El objetivo es causar una buena primera impresión, que será la que va a permanecer a lo largo del tiempo. Si metemos la pata a las primeras de cambio, será muy difícil que los demás cambien la idea que se han hecho de nosotros.

Estos son los errores que debes evitar en el primer día de trabajo:

Hablar en vez de escuchar.
tal vez los nervios y la inseguridad te lleven a cometer el error de querer demostrar tu valía a las primeras de cambio. Has luchado mucho para llegar aquí, como para que ahora los demás piensen que no eres suficientemente competente.

Piensa que vas a recibir mucha información nueva y que la única manera de asimilarla es escuchando y prestando la mayor atención posible.

No comprender la cultura de la empresa.
Cada empresa tiene sus propios protocolos, una filosofía y cultura, que al margen de que nos pueda parecer más o menos acertada, debemos asimilar y comprender durante el tiempo que estemos trabajando para ellos.

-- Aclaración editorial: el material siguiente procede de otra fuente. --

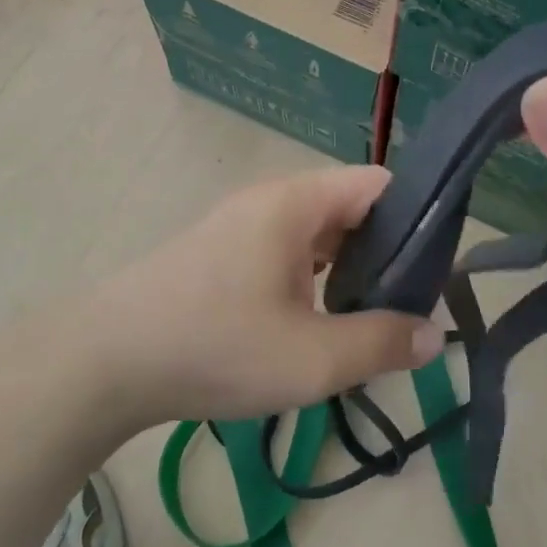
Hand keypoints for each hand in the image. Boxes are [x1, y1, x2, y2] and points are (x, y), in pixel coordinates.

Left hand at [73, 165, 446, 430]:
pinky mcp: (220, 253)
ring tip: (367, 319)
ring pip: (315, 235)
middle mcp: (269, 200)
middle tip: (407, 306)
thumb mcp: (313, 358)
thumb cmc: (216, 346)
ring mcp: (240, 225)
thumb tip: (433, 334)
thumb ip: (381, 343)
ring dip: (346, 270)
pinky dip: (311, 279)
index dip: (418, 217)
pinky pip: (284, 252)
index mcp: (296, 203)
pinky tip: (313, 324)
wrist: (107, 361)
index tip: (439, 269)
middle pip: (348, 209)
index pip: (378, 185)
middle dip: (385, 253)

No memorizar los nombres de jefes y compañeros.
Aquí debes poner en práctica alguna de las técnicas que hay para recordar los nombres de las personas. Es más importante de lo que crees. En cambio, recordar los nombres te abrirá puertas, algo fundamental en las primeras horas en tu nuevo trabajo.

No saber quién es quién.
En toda empresa hay “listillos” que se aprovechan de tu inexperiencia para hacerte la vida imposible. Son personas que asumen roles que no le corresponden y tratan de ser “tu jefe”.
Debes tener claro de quién puedes recibir órdenes y evitar que otros “espontáneos” lo hagan.

No ser puntual.
Dará muy mala imagen si el primer día llegas tarde. Por muchas excusas que pongas, no evitará causar un mal efecto.
Calcula con tiempo de sobra para que ningún imprevisto te haga llegar tarde.

Tener una actitud pasiva.
El primer día de trabajo, te va a caer un aluvión de información: nombres, protocolos, horarios, normas de uso…, aunque nadie te vaya a pedir cuentas, debes asimilar toda la información que puedas. Lleva un cuaderno de notas donde puedas apuntarlo todo.

Parecer prepotente.
Aunque tu expediente académico sea impecable, no debes dar la impresión de “ir de sobrado” por la vida. El trabajo tiene muy poco que ver con la universidad.
También ocurre cuando anteriormente has tenido otro trabajo y das por sabidas algunas cosas (métodos, procedimientos) mostrando poco interés por aprender.
Cada empresa es un mundo, por eso, el primer día de trabajo, debes ser humilde y aprender cómo funciona todo. Con el tiempo podrás ir introduciendo cambios. Al principio, humildad.

Ser poco comunicativo.
Tampoco es bueno que te vean a la defensiva ni con una actitud retraída. Cuando creas que puedes aportar algo, hazlo. También se está valorando que seas una persona participativa y creativa.

Cuando te presenten a alguien, estrecha la mano con firmeza y mira a los ojos de esa persona.
No es bueno aislarse.

Exponer tu vida personal.
Una cosa es el trabajo y otra es tu vida privada. Hay personas que cometen el error de mezclar ambas.
Es fácil que al llegar a un nuevo entorno, busques la manera más rápida de sintonizar con tus nuevos compañeros. Esto te puede llevar a contar temas personales y abrirte demasiado.